Ontology-guided attribute learning to accelerate certification for developing new printing processes
提出一种受人类学习启发的属性学习方法,利用工程本体提取缺陷类别嵌入,通过联合优化识别训练数据中未见过的新缺陷,在直写印刷案例中显著提升零样本和少样本学习效果。
Identifying printing defects is vital for process certification, especially with evolving printing technologies. However, this task proves challenging, especially for micro-level defects necessitating microscopy, which presents a scalability barrier for manufacturing. To address this challenge, we propose an attribute learning methodology inspired by human learning, which identifies shared attributes among seen and unseen objects. First, it extracts defect class embeddings from an engineering-guided defect ontology. Then, attribute learning identifies the combination of attributes for defect estimation. This approach enables it to recognize previously unseen defects by identifying shared attributes, even those not included in the training dataset. The research formulates a joint optimization problem for learning and fine-tuning class embedding and ontology and solves it by integrating natural language processing, metaheuristics for exploration and exploitation, and stochastic gradient descent.
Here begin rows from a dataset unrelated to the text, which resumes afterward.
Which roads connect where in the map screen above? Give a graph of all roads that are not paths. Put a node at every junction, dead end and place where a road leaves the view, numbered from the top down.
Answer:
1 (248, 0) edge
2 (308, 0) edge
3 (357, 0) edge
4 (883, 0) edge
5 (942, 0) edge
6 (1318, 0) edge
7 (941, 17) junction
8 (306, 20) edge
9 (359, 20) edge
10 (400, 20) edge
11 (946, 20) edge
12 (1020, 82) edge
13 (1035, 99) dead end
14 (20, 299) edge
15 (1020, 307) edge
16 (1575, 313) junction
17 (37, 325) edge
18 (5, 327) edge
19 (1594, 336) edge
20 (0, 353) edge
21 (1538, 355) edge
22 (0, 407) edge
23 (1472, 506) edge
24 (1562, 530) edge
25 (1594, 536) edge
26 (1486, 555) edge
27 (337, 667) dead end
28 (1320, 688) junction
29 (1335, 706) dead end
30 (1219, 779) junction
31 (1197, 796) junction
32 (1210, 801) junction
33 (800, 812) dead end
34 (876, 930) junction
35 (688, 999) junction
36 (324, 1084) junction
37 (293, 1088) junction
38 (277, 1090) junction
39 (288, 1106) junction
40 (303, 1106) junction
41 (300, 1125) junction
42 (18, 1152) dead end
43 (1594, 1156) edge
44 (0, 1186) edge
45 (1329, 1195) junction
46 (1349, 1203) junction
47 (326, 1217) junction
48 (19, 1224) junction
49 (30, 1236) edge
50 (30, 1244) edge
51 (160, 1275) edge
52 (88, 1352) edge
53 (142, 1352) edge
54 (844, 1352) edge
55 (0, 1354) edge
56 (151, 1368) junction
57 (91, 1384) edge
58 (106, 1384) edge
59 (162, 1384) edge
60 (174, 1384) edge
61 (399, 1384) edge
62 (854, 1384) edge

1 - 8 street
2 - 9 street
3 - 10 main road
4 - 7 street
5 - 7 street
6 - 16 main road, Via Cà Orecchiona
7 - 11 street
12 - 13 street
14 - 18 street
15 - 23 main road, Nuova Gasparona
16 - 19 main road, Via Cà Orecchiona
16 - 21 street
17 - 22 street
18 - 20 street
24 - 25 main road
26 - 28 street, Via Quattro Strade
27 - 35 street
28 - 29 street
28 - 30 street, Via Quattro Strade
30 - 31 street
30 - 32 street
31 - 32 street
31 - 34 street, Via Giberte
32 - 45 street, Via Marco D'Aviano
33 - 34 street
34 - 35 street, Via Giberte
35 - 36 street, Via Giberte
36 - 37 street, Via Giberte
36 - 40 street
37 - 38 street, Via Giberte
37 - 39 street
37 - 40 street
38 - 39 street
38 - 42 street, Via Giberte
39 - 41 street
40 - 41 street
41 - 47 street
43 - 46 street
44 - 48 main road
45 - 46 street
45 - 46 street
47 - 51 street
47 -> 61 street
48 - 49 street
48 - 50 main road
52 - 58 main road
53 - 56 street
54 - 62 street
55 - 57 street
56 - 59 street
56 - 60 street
In a case study involving a direct-ink-writing process for creating nanocomposites, this methodology was used to learn new defects not found in the training data using the optimized ontology. Compared to traditional zero-shot learning, this ontology-based approach significantly improves class embedding, outperforming transfer learning in one-shot and two-shot learning scenarios. This research represents an early effort to learn new defect concepts, potentially reducing the need for extensive measurements in defect identification.